BRAMHALL, JOHN, archbishop of Armagh, born in Yorkshire, a high-handed Churchman and imitator of Laud; was foolhardy enough once to engage, nowise to his credit, in public debate with such a dialectician as Thomas Hobbes on the questions of necessity and free-will (1594-1663).
BRAMWELL, SIR FREDERICK, civil engineer, president of the British Association in 1888, and previously of Association of Engineers; b. 1818.
BRAN, name given to Fingal’s dog.
BRAND, JOHN, antiquary, born in Durham, wrote a “Popular
Antiquities” (1744-1784).
BRANDAN, ST., ISLAND OF, an island reported of by St. Brandan as lying W. of the Canary Islands, and that figured on charts as late as 1755, in quest of which voyages of discovery were undertaken as recently as the beginning of the 18th century, up to which time it was believed to exist.
BRANDE, chemist, born in London; author of “Manual of Chemistry” and other works (1788-1866).
BRANDENBURG (2,542), in the great northern plain of Germany, is a central Prussian province, and the nucleus of the Prussian kingdom; most of it a sandy plain, with fertile districts and woodlands here and there.

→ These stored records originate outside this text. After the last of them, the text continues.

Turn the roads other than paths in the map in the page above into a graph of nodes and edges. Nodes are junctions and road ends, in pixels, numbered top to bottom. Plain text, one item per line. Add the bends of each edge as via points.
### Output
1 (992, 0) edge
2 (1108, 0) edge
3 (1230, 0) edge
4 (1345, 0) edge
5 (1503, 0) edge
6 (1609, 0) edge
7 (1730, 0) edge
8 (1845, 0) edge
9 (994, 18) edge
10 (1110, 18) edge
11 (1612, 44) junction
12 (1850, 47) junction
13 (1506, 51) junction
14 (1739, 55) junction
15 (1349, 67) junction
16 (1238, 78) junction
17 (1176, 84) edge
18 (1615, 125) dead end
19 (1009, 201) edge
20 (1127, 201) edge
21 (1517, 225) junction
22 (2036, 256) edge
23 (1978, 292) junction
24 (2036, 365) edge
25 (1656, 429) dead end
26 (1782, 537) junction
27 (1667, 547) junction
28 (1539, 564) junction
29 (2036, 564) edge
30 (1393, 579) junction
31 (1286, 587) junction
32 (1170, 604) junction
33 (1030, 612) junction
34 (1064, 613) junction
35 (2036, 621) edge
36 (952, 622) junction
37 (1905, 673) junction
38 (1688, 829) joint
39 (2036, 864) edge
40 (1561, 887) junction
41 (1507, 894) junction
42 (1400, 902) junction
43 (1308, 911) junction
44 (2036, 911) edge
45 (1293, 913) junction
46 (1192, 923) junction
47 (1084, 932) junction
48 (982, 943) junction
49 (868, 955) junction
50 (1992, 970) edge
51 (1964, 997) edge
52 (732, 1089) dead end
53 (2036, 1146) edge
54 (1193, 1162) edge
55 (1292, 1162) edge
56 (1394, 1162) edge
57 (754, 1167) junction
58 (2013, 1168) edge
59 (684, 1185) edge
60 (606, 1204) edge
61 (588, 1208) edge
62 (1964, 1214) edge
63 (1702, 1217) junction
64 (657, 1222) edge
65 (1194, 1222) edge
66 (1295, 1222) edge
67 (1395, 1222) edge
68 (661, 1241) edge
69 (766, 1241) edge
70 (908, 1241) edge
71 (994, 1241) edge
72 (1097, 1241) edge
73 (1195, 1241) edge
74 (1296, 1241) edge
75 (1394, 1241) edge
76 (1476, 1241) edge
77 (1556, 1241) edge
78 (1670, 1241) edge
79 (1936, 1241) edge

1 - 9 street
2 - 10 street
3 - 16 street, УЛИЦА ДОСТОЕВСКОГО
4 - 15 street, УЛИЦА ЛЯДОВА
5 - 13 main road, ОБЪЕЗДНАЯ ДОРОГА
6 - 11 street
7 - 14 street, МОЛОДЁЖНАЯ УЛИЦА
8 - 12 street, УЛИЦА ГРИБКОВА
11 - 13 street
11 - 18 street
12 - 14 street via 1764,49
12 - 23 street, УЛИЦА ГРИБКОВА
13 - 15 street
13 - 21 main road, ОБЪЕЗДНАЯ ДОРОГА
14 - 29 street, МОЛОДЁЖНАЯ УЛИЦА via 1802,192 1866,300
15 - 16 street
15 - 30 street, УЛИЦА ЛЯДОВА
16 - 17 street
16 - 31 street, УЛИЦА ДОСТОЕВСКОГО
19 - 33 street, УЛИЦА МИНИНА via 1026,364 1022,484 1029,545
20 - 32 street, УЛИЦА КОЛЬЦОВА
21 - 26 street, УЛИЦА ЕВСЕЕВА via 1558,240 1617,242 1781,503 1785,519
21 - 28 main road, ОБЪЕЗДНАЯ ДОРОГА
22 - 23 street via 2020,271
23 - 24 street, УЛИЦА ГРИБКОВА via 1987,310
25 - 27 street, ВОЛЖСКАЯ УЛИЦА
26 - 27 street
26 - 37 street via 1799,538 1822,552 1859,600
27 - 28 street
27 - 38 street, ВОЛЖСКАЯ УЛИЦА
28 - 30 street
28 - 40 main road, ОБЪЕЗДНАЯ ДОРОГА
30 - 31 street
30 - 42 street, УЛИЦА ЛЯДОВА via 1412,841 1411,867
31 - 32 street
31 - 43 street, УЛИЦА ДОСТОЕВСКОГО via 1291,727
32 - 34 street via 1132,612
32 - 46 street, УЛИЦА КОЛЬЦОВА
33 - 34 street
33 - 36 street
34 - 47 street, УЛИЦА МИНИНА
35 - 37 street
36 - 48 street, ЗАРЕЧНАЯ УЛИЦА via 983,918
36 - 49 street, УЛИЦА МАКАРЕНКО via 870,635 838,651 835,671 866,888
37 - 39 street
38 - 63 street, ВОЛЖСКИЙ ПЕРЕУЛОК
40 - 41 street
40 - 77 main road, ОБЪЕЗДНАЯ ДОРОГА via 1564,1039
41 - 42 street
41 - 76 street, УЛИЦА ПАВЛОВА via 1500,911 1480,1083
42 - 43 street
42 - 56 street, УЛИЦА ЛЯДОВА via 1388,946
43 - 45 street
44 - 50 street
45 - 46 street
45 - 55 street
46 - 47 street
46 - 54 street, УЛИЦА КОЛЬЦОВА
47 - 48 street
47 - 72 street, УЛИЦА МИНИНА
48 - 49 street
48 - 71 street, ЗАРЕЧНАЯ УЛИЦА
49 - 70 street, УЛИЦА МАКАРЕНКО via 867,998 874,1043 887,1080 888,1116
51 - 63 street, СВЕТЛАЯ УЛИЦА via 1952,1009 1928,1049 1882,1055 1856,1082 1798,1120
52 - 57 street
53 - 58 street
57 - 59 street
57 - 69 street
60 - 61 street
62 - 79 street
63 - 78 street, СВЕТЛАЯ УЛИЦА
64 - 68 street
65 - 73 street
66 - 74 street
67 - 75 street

BRANDENBURG, THE HOUSE OF, an illustrious German family dating from the 10th century, from which descended the kings of Prussia.

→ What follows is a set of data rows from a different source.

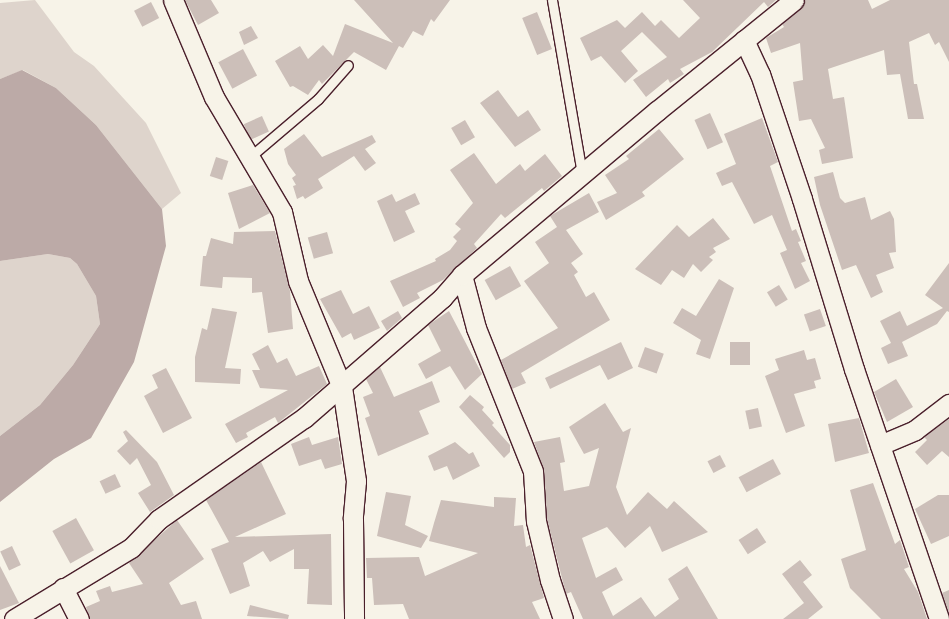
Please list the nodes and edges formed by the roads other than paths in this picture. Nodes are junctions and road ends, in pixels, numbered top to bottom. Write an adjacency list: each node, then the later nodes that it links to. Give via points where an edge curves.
1 (173, 0): 6 (street, via 214,97)
2 (552, 0): 7 (lane)
3 (794, 0): 4 (street)
4 (744, 40): 7 (street); 11 (street, via 760,74 802,199)
5 (348, 65): 6 (lane, via 318,99)
6 (251, 156): 9 (street, via 282,212 298,281)
7 (582, 173): 8 (street)
8 (462, 275): 9 (street, via 442,298); 16 (street, via 476,328 533,471 536,521)
9 (342, 388): 12 (street, via 159,519 132,548); 15 (street, via 356,481)
10 (949, 404): 11 (street, via 915,430)
11 (880, 445): 17 (street)
12 (63, 588): 13 (street); 14 (street)
13 (14, 619)
14 (79, 619)
15 (354, 619)
16 (563, 619)
17 (939, 619)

BRANDES, GEORGE, a literary critic, born at Copenhagen, of Jewish parents; his views of the present tendency of literature in Europe provoked at first much opposition in Denmark, though they were received with more favour afterwards; the opposition to his views were such that he was forced to leave Copenhagen, but, after a stay in Berlin, he returned to it in 1862, with the support of a strong party in his favour.

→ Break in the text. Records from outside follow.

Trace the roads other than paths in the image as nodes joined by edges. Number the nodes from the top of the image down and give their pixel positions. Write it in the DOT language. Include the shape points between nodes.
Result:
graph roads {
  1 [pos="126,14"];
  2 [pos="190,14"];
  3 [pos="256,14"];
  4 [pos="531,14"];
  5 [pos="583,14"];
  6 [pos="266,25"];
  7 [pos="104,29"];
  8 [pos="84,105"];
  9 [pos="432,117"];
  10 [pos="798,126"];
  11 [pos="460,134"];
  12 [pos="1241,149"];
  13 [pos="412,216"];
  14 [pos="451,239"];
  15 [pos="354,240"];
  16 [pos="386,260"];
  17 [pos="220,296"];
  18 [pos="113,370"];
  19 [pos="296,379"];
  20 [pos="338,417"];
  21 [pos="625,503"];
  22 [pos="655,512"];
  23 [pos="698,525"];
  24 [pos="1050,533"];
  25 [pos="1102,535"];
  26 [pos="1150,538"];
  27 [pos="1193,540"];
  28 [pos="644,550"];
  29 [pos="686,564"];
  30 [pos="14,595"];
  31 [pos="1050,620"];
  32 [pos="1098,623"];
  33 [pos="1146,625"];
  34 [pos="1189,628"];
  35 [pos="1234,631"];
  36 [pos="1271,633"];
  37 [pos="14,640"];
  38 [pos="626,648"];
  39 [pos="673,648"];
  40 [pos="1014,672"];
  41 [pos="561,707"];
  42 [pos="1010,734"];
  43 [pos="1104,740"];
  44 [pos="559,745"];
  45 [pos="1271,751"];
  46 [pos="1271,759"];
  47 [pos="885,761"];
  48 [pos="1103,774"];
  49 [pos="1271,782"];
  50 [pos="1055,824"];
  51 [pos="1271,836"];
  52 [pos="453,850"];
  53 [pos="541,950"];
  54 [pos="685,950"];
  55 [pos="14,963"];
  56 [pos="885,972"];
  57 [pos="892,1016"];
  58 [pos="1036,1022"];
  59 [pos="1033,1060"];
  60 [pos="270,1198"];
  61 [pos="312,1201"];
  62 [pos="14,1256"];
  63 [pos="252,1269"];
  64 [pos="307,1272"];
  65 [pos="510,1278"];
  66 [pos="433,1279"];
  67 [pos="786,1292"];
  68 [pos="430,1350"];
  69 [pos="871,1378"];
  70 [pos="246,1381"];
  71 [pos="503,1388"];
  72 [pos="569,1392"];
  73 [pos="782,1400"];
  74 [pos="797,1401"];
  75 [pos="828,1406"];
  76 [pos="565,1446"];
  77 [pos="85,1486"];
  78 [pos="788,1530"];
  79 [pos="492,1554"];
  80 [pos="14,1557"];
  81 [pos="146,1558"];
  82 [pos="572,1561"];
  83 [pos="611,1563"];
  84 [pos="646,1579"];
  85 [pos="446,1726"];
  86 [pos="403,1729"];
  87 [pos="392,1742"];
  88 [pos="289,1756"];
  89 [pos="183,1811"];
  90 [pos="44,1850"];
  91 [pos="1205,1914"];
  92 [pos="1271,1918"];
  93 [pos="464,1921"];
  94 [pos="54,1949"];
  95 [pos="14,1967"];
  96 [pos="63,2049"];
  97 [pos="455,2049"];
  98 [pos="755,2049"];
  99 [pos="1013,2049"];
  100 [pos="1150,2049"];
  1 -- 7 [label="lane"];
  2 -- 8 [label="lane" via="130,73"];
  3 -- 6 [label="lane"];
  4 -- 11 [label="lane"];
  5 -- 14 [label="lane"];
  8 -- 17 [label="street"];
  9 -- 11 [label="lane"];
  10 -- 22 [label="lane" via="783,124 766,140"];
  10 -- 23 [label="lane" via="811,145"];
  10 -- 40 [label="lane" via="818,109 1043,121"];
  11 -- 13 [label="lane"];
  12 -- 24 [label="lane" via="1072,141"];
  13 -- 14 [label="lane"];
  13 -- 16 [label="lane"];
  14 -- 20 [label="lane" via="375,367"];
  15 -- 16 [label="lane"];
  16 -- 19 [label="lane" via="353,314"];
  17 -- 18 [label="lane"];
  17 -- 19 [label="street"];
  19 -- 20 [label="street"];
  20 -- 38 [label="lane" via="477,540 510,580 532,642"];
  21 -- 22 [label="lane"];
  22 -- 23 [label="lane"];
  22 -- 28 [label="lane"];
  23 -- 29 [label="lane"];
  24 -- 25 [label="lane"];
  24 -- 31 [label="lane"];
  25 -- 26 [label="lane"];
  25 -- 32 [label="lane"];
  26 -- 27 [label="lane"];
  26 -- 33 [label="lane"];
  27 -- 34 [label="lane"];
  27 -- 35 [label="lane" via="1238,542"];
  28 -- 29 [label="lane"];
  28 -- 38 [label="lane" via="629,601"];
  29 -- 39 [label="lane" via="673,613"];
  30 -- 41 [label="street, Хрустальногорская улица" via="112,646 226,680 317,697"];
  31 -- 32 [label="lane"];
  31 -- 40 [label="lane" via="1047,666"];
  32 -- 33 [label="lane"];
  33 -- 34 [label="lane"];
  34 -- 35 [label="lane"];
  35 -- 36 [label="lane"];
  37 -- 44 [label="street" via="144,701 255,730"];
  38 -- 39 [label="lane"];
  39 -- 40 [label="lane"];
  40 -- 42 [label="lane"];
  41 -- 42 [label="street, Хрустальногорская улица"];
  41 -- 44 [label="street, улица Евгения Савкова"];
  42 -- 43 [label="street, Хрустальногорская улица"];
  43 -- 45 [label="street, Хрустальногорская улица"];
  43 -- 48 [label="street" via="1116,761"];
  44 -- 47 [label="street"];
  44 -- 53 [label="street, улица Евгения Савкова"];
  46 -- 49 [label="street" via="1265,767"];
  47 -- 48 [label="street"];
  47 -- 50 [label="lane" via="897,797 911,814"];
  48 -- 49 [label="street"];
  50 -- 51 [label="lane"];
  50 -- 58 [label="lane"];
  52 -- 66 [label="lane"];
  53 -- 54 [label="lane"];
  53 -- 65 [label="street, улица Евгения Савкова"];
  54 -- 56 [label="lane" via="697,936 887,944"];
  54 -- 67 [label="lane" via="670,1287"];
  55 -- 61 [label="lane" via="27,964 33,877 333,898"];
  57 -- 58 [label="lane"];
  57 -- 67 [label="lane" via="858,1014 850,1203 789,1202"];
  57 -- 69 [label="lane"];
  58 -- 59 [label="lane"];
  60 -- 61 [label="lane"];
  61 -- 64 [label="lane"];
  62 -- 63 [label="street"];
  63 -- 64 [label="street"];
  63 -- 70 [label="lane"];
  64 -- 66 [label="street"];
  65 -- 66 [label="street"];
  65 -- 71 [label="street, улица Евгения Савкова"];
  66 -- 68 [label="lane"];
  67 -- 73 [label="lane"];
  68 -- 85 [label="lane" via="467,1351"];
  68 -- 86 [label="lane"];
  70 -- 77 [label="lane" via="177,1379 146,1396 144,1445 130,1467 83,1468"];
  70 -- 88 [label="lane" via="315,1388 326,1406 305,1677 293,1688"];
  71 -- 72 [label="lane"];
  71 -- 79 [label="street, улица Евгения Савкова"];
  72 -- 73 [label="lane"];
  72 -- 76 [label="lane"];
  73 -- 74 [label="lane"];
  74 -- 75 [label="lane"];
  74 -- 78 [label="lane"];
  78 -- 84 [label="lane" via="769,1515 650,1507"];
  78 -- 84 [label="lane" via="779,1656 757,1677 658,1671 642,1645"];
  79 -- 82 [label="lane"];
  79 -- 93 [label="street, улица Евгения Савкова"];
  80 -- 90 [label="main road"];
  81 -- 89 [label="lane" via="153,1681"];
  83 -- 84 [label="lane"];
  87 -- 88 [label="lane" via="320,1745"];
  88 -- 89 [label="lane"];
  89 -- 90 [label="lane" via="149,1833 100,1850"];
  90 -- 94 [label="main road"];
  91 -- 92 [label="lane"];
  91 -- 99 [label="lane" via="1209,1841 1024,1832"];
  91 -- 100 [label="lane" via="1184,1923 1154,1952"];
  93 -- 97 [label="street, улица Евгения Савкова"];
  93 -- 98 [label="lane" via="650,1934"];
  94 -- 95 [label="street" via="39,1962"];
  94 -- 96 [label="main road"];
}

BRANDT, a Swedish chemist; chanced on the discovery in 1669 of phosphorus while in quest of a solvent to transmute metals, such as silver, into gold; d. 1692.
BRANDT, SEBASTIAN, a satirical writer, born at Strassburg; author of the “Narrenschiff” or “Ship of Fools,” of which there have been many translations and not a few imitations (1458-1521).
BRANDY NAN, a nickname for Queen Anne, from her fondness for brandy.
BRANDYWINE CREEK, a small river in Delaware; scene of a victory of the British over the Americans in 1777.
BRANGTONS, THE, a vulgar, evil-spoken family in Miss Burney’s “Evelina.”
BRANT, JOSEPH, Indian chief who sided with the British in the American war; a brave and good man; d. 1807.
BRANTOME, PIERRE DE BOURDEILLES, a French chronicler, contemporary of Montaigne, born in Perigord; led the life of a knight-errant, and wrote Memoirs remarkable for the free-and-easy, faithful, and vivid delineations of the characters of the most celebrated of his contemporaries (1527-1614).
BRASIDAS, a Spartan general, distinguished in the Peloponnesian war; his most celebrated action, the defeat at the expense of his life, in 422 B.C., of the flower of the Athenian army at Amphipolis, with a small body of helots and mercenaries.